Exercise directions —
Count the lines in the records below that contain the word "points", and give only that number.

[Saved entries]
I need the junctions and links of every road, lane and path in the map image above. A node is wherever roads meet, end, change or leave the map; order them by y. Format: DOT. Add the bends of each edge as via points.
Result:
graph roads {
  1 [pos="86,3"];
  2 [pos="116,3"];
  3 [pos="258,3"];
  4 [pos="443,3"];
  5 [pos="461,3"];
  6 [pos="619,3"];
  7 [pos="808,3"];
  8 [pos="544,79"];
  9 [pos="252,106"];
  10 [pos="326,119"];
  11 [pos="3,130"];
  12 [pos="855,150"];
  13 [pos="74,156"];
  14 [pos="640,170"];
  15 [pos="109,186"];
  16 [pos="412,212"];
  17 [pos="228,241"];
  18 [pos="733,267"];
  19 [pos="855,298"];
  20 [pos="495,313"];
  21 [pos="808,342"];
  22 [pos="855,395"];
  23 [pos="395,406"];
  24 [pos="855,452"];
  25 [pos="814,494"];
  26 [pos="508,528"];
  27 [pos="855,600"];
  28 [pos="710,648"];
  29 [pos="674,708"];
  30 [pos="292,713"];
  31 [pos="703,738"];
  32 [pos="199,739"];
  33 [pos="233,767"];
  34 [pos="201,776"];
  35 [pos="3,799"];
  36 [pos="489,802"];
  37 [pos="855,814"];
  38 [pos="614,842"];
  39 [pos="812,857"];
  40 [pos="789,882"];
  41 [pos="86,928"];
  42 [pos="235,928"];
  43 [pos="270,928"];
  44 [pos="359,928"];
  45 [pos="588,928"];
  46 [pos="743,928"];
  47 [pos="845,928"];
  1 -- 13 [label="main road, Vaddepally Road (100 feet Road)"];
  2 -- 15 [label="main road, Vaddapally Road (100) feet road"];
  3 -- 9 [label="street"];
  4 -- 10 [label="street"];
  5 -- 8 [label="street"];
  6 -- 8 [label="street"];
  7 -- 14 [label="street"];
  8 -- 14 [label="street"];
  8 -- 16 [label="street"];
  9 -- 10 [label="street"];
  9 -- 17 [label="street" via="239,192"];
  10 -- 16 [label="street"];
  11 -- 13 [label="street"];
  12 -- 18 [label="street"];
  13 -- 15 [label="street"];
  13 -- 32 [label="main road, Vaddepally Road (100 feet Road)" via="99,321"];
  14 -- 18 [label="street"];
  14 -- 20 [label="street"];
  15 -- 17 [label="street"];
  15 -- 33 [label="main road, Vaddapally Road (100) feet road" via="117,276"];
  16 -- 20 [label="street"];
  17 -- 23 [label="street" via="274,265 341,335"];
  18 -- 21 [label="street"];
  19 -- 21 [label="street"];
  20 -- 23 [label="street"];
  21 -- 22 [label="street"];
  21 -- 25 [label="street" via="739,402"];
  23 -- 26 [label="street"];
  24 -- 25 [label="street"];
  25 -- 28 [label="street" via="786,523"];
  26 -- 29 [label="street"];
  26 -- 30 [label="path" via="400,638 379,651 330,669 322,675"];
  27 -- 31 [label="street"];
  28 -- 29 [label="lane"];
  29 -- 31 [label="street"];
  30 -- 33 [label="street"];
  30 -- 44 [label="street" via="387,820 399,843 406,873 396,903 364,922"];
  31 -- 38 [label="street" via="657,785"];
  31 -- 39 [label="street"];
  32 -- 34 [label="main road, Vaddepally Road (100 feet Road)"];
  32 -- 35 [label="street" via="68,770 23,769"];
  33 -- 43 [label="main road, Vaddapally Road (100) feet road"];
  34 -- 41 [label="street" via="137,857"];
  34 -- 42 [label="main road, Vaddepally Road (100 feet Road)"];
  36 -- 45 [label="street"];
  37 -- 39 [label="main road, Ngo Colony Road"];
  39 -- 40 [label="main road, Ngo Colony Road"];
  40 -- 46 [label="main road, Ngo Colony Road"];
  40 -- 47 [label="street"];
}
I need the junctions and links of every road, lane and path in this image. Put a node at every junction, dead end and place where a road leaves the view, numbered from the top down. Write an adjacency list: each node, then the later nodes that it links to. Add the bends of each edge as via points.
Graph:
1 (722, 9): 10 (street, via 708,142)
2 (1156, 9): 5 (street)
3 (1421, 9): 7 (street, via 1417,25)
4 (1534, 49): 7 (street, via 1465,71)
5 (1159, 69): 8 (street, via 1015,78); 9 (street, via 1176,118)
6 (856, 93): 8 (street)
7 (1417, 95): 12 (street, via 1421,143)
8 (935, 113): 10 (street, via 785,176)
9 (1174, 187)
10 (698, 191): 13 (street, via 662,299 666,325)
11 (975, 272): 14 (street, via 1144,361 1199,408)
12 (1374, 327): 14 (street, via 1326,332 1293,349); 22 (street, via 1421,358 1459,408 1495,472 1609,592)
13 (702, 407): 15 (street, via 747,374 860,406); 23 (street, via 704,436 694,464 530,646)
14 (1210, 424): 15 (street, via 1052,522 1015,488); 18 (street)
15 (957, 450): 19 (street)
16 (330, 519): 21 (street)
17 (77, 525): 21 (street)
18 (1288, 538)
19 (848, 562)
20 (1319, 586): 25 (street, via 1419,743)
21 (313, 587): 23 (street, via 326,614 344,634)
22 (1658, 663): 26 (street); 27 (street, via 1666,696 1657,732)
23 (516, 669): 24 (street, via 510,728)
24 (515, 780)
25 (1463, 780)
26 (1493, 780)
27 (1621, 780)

Exercise result —
2